Prima di ringraziarvi per la pazienza che avete dimostrato nel sopportarmi fino a qui, non può essere omessa una menzione ad un paragrafo breve ma la cui motivazione dell’inserimento si riscontra già nel titolo generale dell’opera; alludo a “Il giubileo nell’esoterismo”, a sua volta suddiviso in un sottoparagrafo dedicato alla Qabbalà e uno alla simbologia cristiana (all’interno di quest’ultimo ci viene presentato un interessante rapporto intercorrente tra il numero che maggiormente si ricollega al Giubileo, il 50, indicato, nell’alfabeto ebraico ma anche in quello arabo – le cui lettere hanno tutte valore anche numerico, oltre che fonetico, come ci insegna la gematria – da nûn, che significa anche “pesce”, con il relativo termine greco ichthys, acronimo di Iesous Christòs Theou Y(U)iòs Sotér, Gesù Cristo Figlio di Dio Salvatore, la qual cosa fa sorgere facile anche il riferimento al veterotestamentario Giona, inghiottito dalla balena e risputato dopo tre giorni nel ventre di questa, quale prefigurazione della morte e resurrezione di Cristo). Ed è proprio qui che viene fornita una definizione del titolo del saggio, quando l’Autore, alludendo, sulla scorta dell’opera di insigni cabalisti come lo spagnolo Yosef Giqatilla (1248-1305) e il “nostro” Menachem Recanati (1250-1310), all’identificazione tra il mistero del giubileo e binà, terza delle dieci sephirot dell’Albero della Vita, indicante l’intelligenza, afferma che essa abbia cinquanta porte consecutive, definendo, in conclusione del primo sottoparagrafo, l’ultima di esse come “il sommo giubileo, apoteosi dell’intelletto, fonte del tempo e altresì uscita da esso”.
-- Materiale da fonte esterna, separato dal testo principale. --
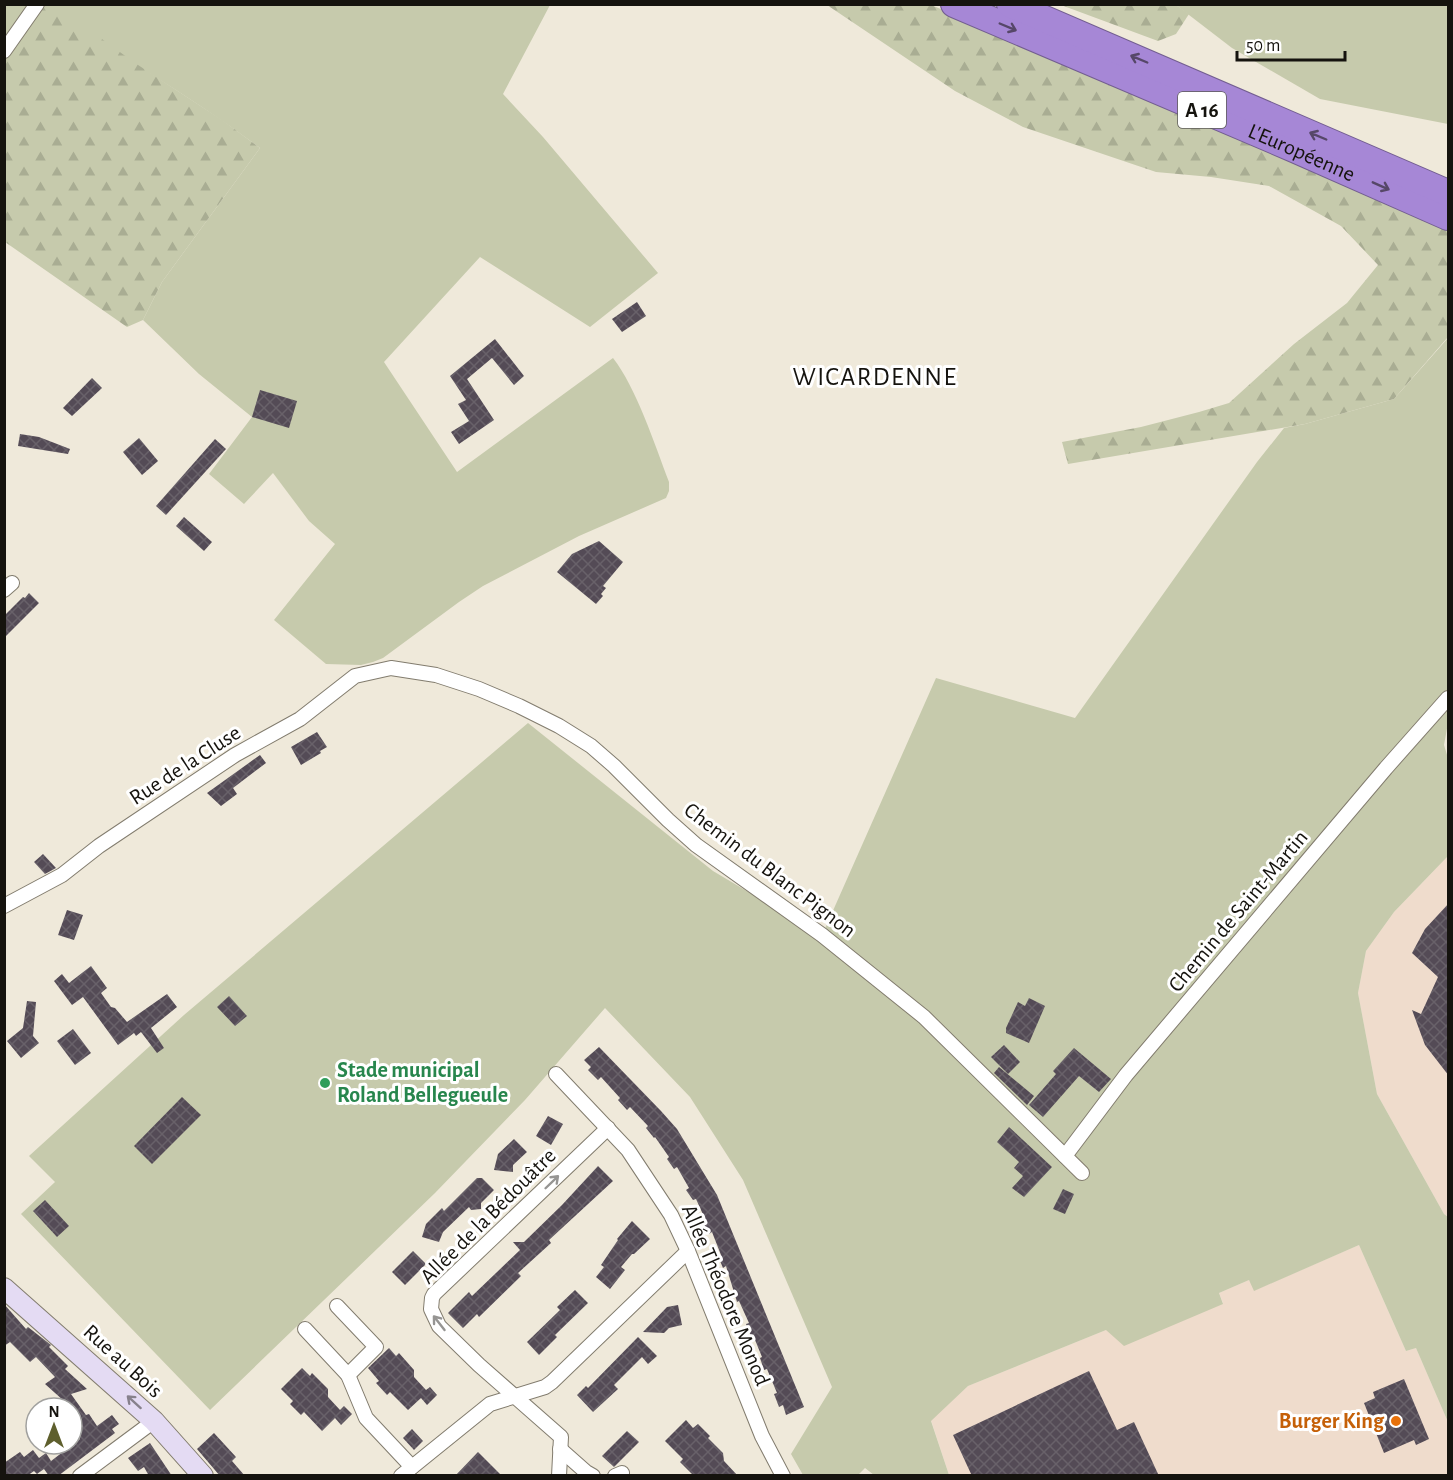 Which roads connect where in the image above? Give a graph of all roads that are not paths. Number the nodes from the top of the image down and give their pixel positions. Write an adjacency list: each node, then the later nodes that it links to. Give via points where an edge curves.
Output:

Insomma, pur con numerosi strappi, deviazioni, anche reciproci disconoscimenti, la storia non parte certo dall’indizione del primo Giubileo da parte di Bonifacio VIII nel 1300, e neppure dalla Perdonanza Celestiniana del 1294 o, ancora, dal Pellegrinaggio (o Indulgenza) dei Cento Anni promosso da Papa Innocenzo III il 1°gennaio del 1200, bensì da un punto, compreso nell’immensità e onnipotenza di “Colui che tutto puote”, difficilmente raggiungibile, però, coll’ausilio delle sole umana intelligenza e razionalità.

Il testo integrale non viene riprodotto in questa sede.